You may or may not have heard of the expression "Gravitons" in a physics class, or perhaps any college-level science class that is introducing the Theoretical. I heard the term when I was watching a video by DoS on YouTube talking about the map of particle physics, and the video had introduced the term. There, I have begun to research them a little, and it turned into a rabbit hole.

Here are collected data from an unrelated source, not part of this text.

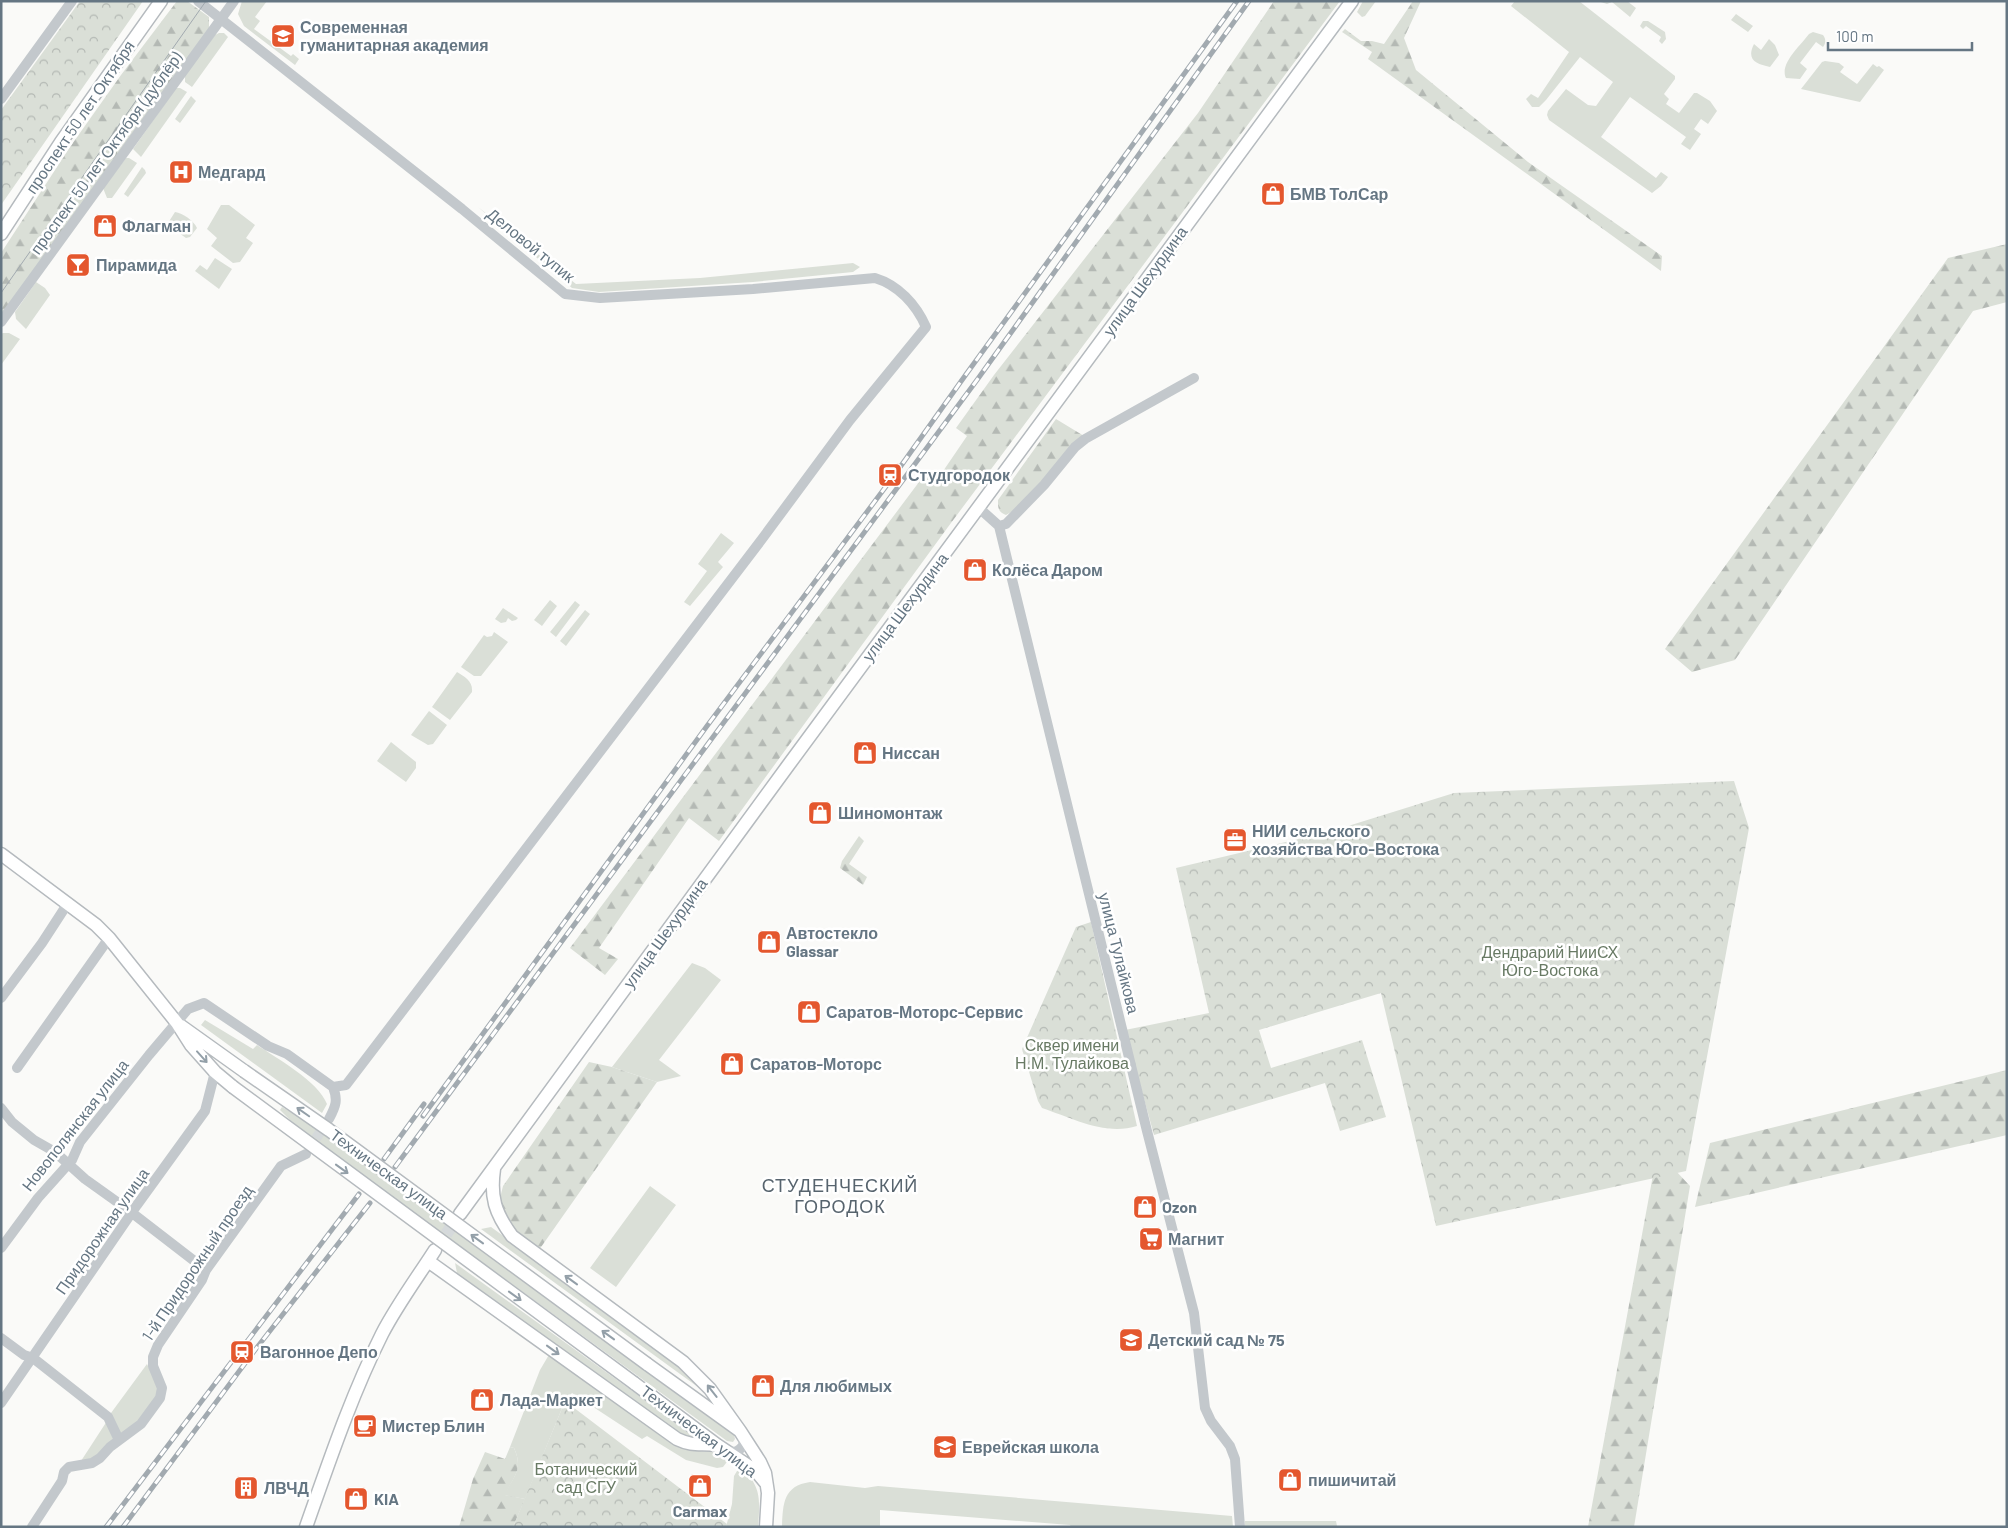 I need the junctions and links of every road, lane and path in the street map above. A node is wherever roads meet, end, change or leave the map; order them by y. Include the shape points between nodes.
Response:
1 (72, 1) edge
2 (161, 1) edge
3 (198, 1) edge
4 (234, 1) edge
5 (1352, 1) edge
6 (222, 18) junction
7 (1, 99) edge
8 (1, 234) edge
9 (1, 322) edge
10 (1194, 378) dead end
11 (979, 508) junction
12 (999, 526) junction
13 (1, 854) edge
14 (68, 903) junction
15 (109, 938) junction
16 (1, 998) edge
17 (177, 1023) junction
18 (17, 1068) dead end
19 (215, 1072) junction
20 (333, 1087) junction
21 (1, 1108) edge
22 (329, 1118) tunnel mouth
23 (306, 1154) tunnel mouth
24 (68, 1164) junction
25 (494, 1167) junction
26 (132, 1213) junction
27 (460, 1214) tunnel mouth
28 (1, 1248) edge
29 (435, 1250) tunnel mouth
30 (428, 1261) junction
31 (206, 1270) junction
32 (1, 1338) edge
33 (33, 1358) junction
34 (1, 1403) edge
35 (741, 1433) junction
36 (119, 1440) junction
37 (721, 1448) junction
38 (768, 1486) junction
39 (32, 1527) edge
40 (306, 1527) edge
41 (766, 1527) edge
42 (1240, 1527) edge

1 - 7 street
2 - 8 main road, проспект 50 лет Октября via 61,142
3 - 6 street, Деловой тупик
4 - 6 street, проспект 50 лет Октября (дублёр)
5 - 11 main road, улица Шехурдина
6 - 9 street, проспект 50 лет Октября (дублёр)
6 - 20 street, Деловой тупик via 565,294 600,298 875,278 889,282 899,290 921,314 926,327 850,420 346,1084
10 - 12 street via 1080,443 1038,492 1006,524
11 - 12 street
11 - 25 main road, улица Шехурдина
12 - 42 street, улица Тулайкова via 1194,1313 1205,1408 1230,1446 1234,1459
13 - 14 main road, Техническая улица
14 - 15 main road, Техническая улица
14 - 16 street
15 - 17 main road, Техническая улица
15 - 18 street
17 -> 19 main road, Техническая улица
17 - 20 street, Новополянская улица via 188,1009 204,1004 268,1046 287,1054
17 - 24 street, Новополянская улица via 80,1142
35 -> 17 main road, Техническая улица, bridge via 329,1130
19 - 26 street, Придорожная улица via 205,1111
19 -> 37 main road, Техническая улица, bridge
20 - 22 street via 337,1098
21 - 24 street via 12,1122
23 - 31 street, 1-й Придорожный проезд via 281,1166
24 - 26 street
24 - 28 street, Новополянская улица
25 - 27 main road, улица Шехурдина
35 -> 25 main road via 710,1389 683,1362 512,1236 493,1200
26 - 31 street
26 - 33 street, Придорожная улица
29 - 30 main road
30 -> 37 main road via 677,1439 690,1445
30 - 40 main road via 394,1313 361,1381
31 - 36 street, 1-й Придорожный проезд via 153,1357 153,1366 162,1388 160,1398 141,1424
32 - 33 street
33 - 34 street, Придорожная улица
33 - 36 street via 108,1417
35 - 37 street via 744,1444 740,1450 733,1452
35 - 38 main road, Техническая улица via 760,1462
36 - 39 street, 1-й Придорожный проезд via 92,1463 74,1465 64,1472 62,1481
37 - 38 main road, Техническая улица via 756,1470
38 - 41 main road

We know there are a large amount of "force carriers" that we have. Like we have covered before, the strong force is a Gluon, which is in between a pair of quarks. The next set is ElectroMagnetism, which is carried by a photon, or basically light. Onto another smaller ranged force carrier, a W and Z boson generally (specifically W-, W+, and Z0.), which carries the Weak Force, that is a new article I will write sooner or later. At last, there is one, a force is known to most as gravity, the range is infinite, and it acts between particles with mass (unless you're a black hole and light, but another story for another time), yet it doesn't have a force carrier. The proposed force carrier is a Graviton. So, do you think it exists? Let's get into the bulwarks, shall we?

My Research:

We have realized that all forces have carriers; like we had previously discussed, they are minimal and come in waves, typically. We also know that the four forces are further split into two ranges, two with an infinite range like electromagnetism and gravity. Two with limited ranges (ones dealing directly with particles) like weak forces and strong force. We also can determine the strength; starting at the top, it goes Strong Force (duh), Electromagnetism, Weak Force, and then gravity. Yet, with that strength barrier comes our epitome.

Credit and found: https://www.pbs.org/wgbh/nova/teachers/activities/images/3012_elegant_fonffpart.gif

Gravity is infinite and the weakest force, meaning that if two objects, just two, that had mass were the only things in the universe, no matter how far apart, they would attract each other due to gravity, but incredibly slow depending on distance due to the strength of gravity. So that must mean there is a particle that carries out its' will, correct? Not that we know of, but it could be possible.

Due to the actual abilities of gravity, like becoming weaker the farther apart per square of a unit of distance (i.e., 1/r 2), we can conclude that the graviton could and must have ZERO mass. We have concluded this because if a photon, electromagnetic carrier, had mass, it would completely change the formulas exponent into something else entirely;. At the same time, that may not seem like a grand deal; we know a lot about these forces, and that formula is so incredibly accurate and precise, changing it would break everything. So with this, gravitons have no mass, and therefore if they have no mass, they move at the speed of light, like photons.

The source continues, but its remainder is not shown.